12

Consider the example:

>>> from sys import maxint
>>> type(maxint)
<type 'int'>
>>> print maxint
9223372036854775807
>>> type(maxint+2)
<type 'long'>
>>> print maxint+2
9223372036854775809
>>> type((maxint+2)+maxint)
<type 'long'>
>>> print ((maxint+2)+maxint)
18446744073709551616

Python will autopromote from an int, which in this case is a 64 bit integer value (OS X, python 2.6.1) to a python long integer which is of arbitrary precision. Even though the types are not the same, they are similar and Python allows the usual numeric operators to be used. Usually this is helpful, for example to be able to use code that expects 64-bit values on a 32-bit machine.

However, the arbitrary precision operations are vastly slower than the native int operations. For example:

>>> print maxint**maxint # execution so long it is essentially a crash

Is there a way to defeat or disallow the auto-promotion of a Python int to a Python long?

Karl Knechtel
  • 62,466
  • 11
  • 102
  • 153
dawg
  • 98,345
  • 23
  • 131
  • 206
  • 1
    maxint**maxint is a number with >>750 decimals, i hope you're not really suprised it takes a while. Also what is supposed to happen when a number does not fit into 32 bit? – Jochen Ritzel Dec 06 '10 at 01:29
  • 1
    You're saying basic mathematically operations is making your application run hours longer it otherwise would? That sounds like your error, not python's – Falmarri Dec 06 '10 at 01:38
  • 1
    Also, what should happen instead of autopromotion? Segfault? Sounds like you should keep your numbers below sys.maxint... – Falmarri Dec 06 '10 at 01:39
  • 2
    Raising OverflowError is perfectly reasonable alternative behavior to converting to a long, though there's no mechanism in the language to do this (eg. there's probably no sane to do it for just your code and not libraries, which means it'd break things). – Glenn Maynard Dec 06 '10 at 02:43
  • @Glenn Maynard: That is really the answer I was looking for. Is there a 'pythonic' way that me as a newby could not see or Google that change the default behavior of an int. Numpy is probably closest, but lots of code to change to get there. – dawg Dec 06 '10 at 07:13
  • @THC4k: For `maxint**maxint` (a reasonable typo btw if you meant to say `int_a * int_b` vs typo of `int_a ** int_b`) there are two failure modes: infinite execution or `inf` as a truncated answer.

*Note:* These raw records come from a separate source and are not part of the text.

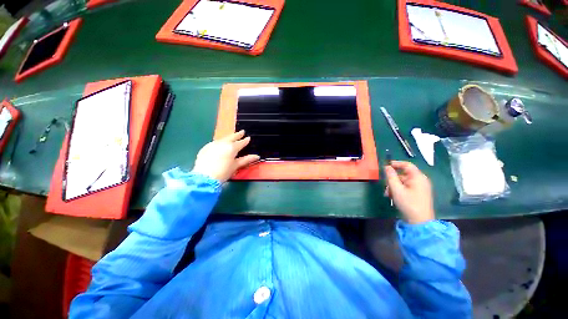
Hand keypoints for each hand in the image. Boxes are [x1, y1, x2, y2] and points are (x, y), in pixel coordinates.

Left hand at [192, 130, 259, 182]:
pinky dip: (220, 142)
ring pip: (223, 138)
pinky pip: (215, 142)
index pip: (241, 142)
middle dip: (237, 135)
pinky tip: (221, 145)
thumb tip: (257, 156)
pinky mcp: (205, 147)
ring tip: (232, 137)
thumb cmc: (223, 172)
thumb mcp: (236, 166)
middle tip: (242, 132)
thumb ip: (246, 159)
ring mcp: (213, 144)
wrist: (204, 177)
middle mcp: (223, 143)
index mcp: (232, 147)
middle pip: (231, 137)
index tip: (248, 138)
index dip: (245, 140)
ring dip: (228, 137)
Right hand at [384, 161, 434, 223]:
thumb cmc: (408, 203)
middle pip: (404, 174)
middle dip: (392, 179)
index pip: (407, 165)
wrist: (420, 221)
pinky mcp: (419, 194)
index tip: (385, 165)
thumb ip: (390, 176)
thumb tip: (387, 167)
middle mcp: (421, 180)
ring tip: (387, 194)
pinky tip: (392, 196)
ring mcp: (421, 187)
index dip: (396, 163)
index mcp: (418, 177)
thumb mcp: (396, 189)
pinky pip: (407, 187)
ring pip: (404, 182)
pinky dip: (399, 190)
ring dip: (394, 186)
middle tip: (385, 185)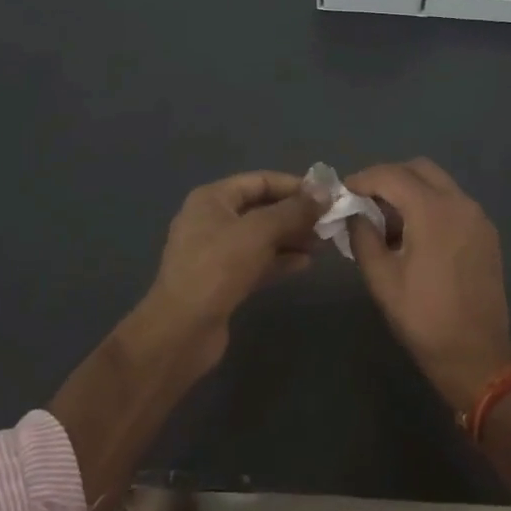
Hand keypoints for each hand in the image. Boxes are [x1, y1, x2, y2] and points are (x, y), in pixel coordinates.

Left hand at [139, 170, 322, 373]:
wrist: (182, 330)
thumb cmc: (218, 268)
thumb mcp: (259, 231)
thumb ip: (294, 210)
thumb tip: (324, 193)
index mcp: (212, 199)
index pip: (260, 181)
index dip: (294, 185)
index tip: (326, 196)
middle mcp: (212, 220)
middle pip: (262, 208)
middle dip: (296, 214)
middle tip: (329, 222)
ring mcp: (216, 252)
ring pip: (262, 237)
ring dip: (292, 237)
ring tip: (323, 243)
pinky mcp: (223, 280)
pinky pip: (257, 261)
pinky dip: (280, 259)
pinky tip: (306, 264)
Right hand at [345, 159, 510, 409]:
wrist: (476, 355)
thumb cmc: (423, 318)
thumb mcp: (382, 279)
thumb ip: (362, 237)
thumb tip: (353, 214)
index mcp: (433, 211)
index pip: (391, 176)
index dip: (363, 179)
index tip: (344, 192)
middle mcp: (460, 203)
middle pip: (419, 169)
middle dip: (389, 178)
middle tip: (365, 201)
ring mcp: (478, 217)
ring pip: (439, 184)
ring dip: (411, 191)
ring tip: (388, 222)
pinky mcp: (486, 233)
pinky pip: (453, 203)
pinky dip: (431, 205)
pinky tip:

I think `inf` is probably better IMHO. I think some sort of detectable signal would be a good thing. – dawg Dec 06 '10 at 07:21
  • @Falmarri: A 32 bit int or 64 bit int would roll over as it would in C or ASM. In Perl it would roll over to a float then to `inf` in a reasonable time. I guess choose your poison: infinite execution or truncated answer!! ;-)) – dawg Dec 06 '10 at 07:21
  • I guess I am also looking for consistency. If `c+d` fails with 1 as an int and the other a string, it should at least be detectable if it is promoted to a long from an int... – dawg Dec 06 '10 at 07:28
  • @drewk: You're thinking of this in C too much. Why should numbers be limited to 32 or 64 bits? They're not kept in registers. There is arbitrary precision math in python. Why shouldn't it just keep being promoted until it finds a solution? ie the `Decimal` module. – Falmarri Dec 06 '10 at 07:42
  • Why on earth would you want to limit it? Reasonably you want an answer. If you don't want the answer, don't do the calculation. :) – Lennart Regebro Dec 06 '10 at 07:46
  • @Falmarri: Could be I do think too much in C..... But it does seem like a fundamental question: should a failure mode be a really really long execution time (like days for `big_num ** big_num` in Python) or a detectable signal (C or C++ you can detect overflow...) or a truncated answer (`big_num ** big_num` == `inf` in Perl, PHP, Ruby...) – dawg Dec 06 '10 at 07:47
  • @Lennart Regebro: Two reasons: 1) if you type `big_num ** big_num` vs `big_num * big_num` your reward for that typo is infinite execution rather than an overflow signal or `inf` as a result. 2) I am curious!!! I want to know if I can do the default another way. Part of how I personally learn how things work. – dawg Dec 06 '10 at 07:55
  • 1) So don't do that. :) 2) OK, fair enough, curious is a good reason. – Lennart Regebro Dec 06 '10 at 10:11
  • I retagged this question because the behaviour is 2.x-specific - 3.x does not have separate `int` and `long` types. – Karl Knechtel Jul 27 '22 at 02:16

6 Answers6

5

If you want arithmetic overflows to overflow within e.g. 32 bits, you could use e.g. numpy.uint32.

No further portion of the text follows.